Oggi tutta la regione è lacerata dai conflitti, dall’odio, dalla paura.

“Ma vogliamo questo per la nostra terra? O vogliamo che sia un posto vivibile, dove le persone possono costruirsi una casa, andare al lavoro, sentirsi sicure? E' così semplice: da entrambe le parti ci sono esseri umani. E le necessità umane sono semplici. Se parli alle altre persone come esseri umani, e non come assassini, occupanti o terroristi, comprenderai facilmente quali sono i loro bisogni: sicurezza, rispetto, dignità, un posto che possa essere chiamato casa”.

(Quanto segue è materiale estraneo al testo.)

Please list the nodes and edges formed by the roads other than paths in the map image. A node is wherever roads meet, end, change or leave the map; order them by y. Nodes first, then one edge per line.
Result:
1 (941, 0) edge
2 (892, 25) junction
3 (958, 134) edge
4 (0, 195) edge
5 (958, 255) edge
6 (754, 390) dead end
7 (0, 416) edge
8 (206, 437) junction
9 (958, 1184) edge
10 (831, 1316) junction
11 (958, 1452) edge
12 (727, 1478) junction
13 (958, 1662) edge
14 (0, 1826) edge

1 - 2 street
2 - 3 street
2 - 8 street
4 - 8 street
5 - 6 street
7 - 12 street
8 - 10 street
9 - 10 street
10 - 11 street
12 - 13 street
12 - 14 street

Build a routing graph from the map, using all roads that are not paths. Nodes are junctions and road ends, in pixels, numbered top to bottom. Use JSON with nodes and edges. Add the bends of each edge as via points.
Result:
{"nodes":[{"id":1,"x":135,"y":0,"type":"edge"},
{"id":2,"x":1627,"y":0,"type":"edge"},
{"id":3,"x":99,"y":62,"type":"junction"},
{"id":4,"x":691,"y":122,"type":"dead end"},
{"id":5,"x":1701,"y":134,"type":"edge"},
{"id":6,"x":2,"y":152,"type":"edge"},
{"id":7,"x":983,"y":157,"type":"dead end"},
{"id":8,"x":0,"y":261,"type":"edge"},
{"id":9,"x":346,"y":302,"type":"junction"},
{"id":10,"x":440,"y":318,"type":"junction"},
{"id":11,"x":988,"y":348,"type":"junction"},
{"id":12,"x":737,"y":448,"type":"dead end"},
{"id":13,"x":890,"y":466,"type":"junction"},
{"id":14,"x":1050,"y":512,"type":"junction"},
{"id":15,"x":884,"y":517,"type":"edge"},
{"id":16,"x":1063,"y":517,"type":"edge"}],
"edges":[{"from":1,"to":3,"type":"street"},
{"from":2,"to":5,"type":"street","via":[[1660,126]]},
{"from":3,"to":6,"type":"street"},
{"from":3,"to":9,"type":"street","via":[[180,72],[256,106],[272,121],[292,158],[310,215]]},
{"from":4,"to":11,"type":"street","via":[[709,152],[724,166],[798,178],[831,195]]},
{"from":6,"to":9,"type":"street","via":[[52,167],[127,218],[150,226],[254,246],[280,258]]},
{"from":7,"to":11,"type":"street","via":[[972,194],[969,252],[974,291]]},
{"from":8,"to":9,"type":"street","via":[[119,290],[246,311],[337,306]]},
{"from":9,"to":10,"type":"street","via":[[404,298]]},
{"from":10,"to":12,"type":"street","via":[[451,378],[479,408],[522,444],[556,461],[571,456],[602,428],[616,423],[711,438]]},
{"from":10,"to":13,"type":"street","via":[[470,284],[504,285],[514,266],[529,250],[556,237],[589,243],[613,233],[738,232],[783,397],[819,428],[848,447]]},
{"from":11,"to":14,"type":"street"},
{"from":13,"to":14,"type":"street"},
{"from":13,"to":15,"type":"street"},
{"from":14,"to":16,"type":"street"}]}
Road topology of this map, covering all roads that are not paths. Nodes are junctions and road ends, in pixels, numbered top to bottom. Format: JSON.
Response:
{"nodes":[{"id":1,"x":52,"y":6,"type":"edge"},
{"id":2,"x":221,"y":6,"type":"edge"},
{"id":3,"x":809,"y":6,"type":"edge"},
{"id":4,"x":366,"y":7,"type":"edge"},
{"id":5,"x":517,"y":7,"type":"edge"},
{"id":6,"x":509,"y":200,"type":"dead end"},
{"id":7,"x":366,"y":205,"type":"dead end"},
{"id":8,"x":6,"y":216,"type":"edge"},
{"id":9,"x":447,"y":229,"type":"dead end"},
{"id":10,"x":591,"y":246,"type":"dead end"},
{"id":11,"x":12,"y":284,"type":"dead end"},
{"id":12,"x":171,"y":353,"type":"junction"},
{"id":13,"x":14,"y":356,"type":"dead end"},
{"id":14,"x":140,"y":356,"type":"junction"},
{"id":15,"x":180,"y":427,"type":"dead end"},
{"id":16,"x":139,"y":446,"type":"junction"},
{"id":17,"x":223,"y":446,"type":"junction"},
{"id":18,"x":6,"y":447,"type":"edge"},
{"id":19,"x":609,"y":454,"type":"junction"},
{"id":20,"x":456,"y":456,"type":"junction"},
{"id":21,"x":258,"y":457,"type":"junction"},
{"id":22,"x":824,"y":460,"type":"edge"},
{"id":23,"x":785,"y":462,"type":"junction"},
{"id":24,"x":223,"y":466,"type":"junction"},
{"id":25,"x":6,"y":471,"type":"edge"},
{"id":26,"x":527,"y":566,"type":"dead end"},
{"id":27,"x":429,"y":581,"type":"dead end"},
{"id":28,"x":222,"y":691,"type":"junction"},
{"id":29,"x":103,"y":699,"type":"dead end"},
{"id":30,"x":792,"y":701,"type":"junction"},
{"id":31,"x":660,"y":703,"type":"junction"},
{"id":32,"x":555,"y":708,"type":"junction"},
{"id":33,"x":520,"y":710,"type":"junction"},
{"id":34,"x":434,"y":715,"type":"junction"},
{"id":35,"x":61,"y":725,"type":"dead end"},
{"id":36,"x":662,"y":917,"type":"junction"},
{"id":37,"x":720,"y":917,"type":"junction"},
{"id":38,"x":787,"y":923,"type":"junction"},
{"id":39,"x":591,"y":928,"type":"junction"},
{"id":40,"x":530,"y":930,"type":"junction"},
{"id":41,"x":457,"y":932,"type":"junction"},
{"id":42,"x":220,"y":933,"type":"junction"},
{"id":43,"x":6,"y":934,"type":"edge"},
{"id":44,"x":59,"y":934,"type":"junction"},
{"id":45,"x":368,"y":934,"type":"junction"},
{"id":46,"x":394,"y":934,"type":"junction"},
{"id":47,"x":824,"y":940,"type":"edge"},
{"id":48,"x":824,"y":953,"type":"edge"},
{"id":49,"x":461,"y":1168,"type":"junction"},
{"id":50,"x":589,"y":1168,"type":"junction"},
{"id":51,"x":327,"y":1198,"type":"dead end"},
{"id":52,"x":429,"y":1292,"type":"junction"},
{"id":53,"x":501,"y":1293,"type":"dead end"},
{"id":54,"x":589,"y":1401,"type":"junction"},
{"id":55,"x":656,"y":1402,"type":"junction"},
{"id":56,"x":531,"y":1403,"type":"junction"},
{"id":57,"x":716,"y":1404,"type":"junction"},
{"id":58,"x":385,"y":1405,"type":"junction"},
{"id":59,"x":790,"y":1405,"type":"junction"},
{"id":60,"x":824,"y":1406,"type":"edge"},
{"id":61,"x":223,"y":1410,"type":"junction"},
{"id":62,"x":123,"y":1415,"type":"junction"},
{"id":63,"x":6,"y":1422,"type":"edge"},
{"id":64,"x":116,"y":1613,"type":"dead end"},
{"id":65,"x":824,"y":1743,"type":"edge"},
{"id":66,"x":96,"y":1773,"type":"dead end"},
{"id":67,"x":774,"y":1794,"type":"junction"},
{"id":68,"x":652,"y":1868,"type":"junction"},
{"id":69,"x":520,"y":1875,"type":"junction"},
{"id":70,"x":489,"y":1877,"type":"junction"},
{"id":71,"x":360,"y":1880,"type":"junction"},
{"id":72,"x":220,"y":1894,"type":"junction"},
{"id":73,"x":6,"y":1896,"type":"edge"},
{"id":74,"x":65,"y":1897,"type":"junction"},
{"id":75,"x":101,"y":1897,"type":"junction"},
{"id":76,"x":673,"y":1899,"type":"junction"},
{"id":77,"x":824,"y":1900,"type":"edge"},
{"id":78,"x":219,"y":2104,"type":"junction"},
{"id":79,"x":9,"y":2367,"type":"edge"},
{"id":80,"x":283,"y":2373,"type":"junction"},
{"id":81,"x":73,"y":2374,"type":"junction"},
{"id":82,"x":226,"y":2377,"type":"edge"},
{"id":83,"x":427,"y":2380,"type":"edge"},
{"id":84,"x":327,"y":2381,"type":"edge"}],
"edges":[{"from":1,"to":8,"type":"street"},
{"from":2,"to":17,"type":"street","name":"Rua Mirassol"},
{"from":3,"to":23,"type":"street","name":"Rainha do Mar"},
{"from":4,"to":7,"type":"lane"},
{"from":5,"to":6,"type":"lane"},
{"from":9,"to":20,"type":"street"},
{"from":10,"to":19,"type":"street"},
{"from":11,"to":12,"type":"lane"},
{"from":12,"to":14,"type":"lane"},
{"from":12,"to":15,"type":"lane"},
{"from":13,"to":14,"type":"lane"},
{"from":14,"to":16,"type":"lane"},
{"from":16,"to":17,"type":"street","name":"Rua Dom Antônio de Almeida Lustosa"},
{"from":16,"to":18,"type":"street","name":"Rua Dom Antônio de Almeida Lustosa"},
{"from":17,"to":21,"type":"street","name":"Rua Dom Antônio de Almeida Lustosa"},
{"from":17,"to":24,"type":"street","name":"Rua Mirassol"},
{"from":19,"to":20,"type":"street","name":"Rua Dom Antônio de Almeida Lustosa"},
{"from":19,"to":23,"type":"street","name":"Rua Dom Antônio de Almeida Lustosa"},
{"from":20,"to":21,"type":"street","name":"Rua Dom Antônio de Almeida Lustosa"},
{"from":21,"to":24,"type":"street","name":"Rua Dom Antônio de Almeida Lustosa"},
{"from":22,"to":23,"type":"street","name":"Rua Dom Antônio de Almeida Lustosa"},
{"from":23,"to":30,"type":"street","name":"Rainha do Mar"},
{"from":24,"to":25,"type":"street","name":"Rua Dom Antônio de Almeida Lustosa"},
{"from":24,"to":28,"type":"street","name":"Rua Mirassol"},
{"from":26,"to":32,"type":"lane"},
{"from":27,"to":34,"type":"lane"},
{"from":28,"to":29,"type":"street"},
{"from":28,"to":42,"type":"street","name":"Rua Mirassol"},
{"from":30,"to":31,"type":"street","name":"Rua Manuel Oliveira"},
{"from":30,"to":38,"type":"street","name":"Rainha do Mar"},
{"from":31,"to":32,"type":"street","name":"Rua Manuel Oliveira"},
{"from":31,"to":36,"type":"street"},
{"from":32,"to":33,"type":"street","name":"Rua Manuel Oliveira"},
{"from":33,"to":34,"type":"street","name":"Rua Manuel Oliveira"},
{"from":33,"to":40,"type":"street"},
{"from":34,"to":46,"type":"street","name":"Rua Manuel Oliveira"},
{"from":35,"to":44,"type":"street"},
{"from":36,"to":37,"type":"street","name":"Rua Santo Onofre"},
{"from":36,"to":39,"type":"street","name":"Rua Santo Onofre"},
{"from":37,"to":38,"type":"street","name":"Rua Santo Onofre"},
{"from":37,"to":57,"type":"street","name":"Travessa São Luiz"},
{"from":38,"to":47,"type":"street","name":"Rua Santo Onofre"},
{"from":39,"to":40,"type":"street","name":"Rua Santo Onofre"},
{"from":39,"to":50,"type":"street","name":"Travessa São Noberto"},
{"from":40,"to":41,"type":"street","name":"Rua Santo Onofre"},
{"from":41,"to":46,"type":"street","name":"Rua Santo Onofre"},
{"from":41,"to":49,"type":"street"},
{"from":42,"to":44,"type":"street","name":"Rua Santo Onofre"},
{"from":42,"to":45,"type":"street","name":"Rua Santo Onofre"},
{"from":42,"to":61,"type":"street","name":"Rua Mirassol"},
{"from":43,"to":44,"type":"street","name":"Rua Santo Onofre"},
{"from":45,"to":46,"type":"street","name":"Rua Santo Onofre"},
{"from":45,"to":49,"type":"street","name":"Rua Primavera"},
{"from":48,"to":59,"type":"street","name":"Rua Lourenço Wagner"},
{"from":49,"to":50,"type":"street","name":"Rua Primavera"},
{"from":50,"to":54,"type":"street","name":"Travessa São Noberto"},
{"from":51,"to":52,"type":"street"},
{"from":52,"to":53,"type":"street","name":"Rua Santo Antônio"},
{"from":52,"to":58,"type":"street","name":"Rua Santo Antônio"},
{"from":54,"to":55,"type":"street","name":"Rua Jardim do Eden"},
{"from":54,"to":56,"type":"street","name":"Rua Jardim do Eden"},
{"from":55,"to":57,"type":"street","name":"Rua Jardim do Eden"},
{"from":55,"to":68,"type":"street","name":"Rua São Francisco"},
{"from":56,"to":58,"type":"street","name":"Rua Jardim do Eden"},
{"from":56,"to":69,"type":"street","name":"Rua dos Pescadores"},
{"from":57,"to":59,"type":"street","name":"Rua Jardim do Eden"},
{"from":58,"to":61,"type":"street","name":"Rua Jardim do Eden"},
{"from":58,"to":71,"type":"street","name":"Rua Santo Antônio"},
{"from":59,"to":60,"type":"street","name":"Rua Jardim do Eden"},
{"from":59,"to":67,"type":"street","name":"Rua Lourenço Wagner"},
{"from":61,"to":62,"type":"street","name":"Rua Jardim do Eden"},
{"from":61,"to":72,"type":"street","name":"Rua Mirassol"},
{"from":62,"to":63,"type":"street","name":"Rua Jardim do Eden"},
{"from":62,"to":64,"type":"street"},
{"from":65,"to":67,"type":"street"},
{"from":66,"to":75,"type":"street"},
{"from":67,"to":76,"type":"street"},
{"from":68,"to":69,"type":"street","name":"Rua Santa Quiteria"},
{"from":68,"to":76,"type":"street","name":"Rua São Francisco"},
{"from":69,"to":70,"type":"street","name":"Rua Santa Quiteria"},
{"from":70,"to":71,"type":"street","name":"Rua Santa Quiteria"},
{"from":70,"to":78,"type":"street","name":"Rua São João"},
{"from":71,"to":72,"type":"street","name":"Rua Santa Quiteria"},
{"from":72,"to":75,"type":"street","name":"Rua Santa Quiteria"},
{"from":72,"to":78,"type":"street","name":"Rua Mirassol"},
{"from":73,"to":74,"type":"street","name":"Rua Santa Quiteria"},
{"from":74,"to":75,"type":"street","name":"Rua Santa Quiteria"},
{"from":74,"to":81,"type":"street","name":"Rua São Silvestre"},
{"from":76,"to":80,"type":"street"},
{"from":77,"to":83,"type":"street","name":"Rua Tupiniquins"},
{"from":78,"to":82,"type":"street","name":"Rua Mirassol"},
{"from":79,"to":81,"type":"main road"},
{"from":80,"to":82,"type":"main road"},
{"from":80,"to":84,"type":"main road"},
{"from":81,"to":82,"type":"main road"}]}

Ci vuole parlare del suo impegno per la pace e la convivenza, esercitato anche sedendo nel consiglio di amministrazione dell’organizzazione non governativa Abraham Fund?

“Lo scopo di Abraham Fund è assicurare il rispetto dei diritti dei cittadini arabi di Israele, avviare progetti di cooperazione, far crescere nella società israeliana la consapevolezza della presenza degli arabi israeliani”.

Ci sono altre realtà che cercano di costruire il dialogo all'interno della comunità israeliana e tra israeliani e palestinesi?

“Sì, ce ne sono molte altre associazioni e fanno un lavoro straordinario. Quando guardate i notiziari vedete soltanto immagini di combattimenti tra israeliani e palestinesi. Ma questa è solo una parte del quadro. La realtà è molto più complessa. C'è tantissima gente che fa cose incredibili per risolvere questo problema. Non esiste solo il bianco e il nero, ci sono anche molte altre sfumature di colore. Dobbiamo anche ricordare tutte le persone che stanno agendo per il bene”.

Attivista, cantante, artista, lei vuole essere voce di chi non ha voce.

“E' quasi poetico: la mia carriera si basa sulla voce, e “voce” significa non solo il canto, ma anche far risuonare i problemi, far sentire la protesta, raccontare la tua storia. Quindi, certo, è importante dare voce a chi non ha voce”.

Oggi moltissima gente nel mondo non ha voce, non solo in Medio Oriente.

“Dobbiamo mettere il microfono molto vicino per poter sentire il loro grido. Dobbiamo continuare ad ascoltarli e non dimenticarci di loro. In ogni momento ci sono persone in difficoltà nel mondo e anche noi ne siamo responsabili”.

(Prima di concludere l’intervista radiofonica, Mira Awad saluta gli ascoltatori di Trentino inBlu accennando l'inizio di “Bahlawan/Acrobata”: “Cammino su una corda tesa, le braccia tese ai lati, come un acrobata, senza una rete di sicurezza. Sono sospesa tra cielo e terra, passo dopo passo, mi tengo in equilibrio, ma a ogni piccolo errore potrei cadere”).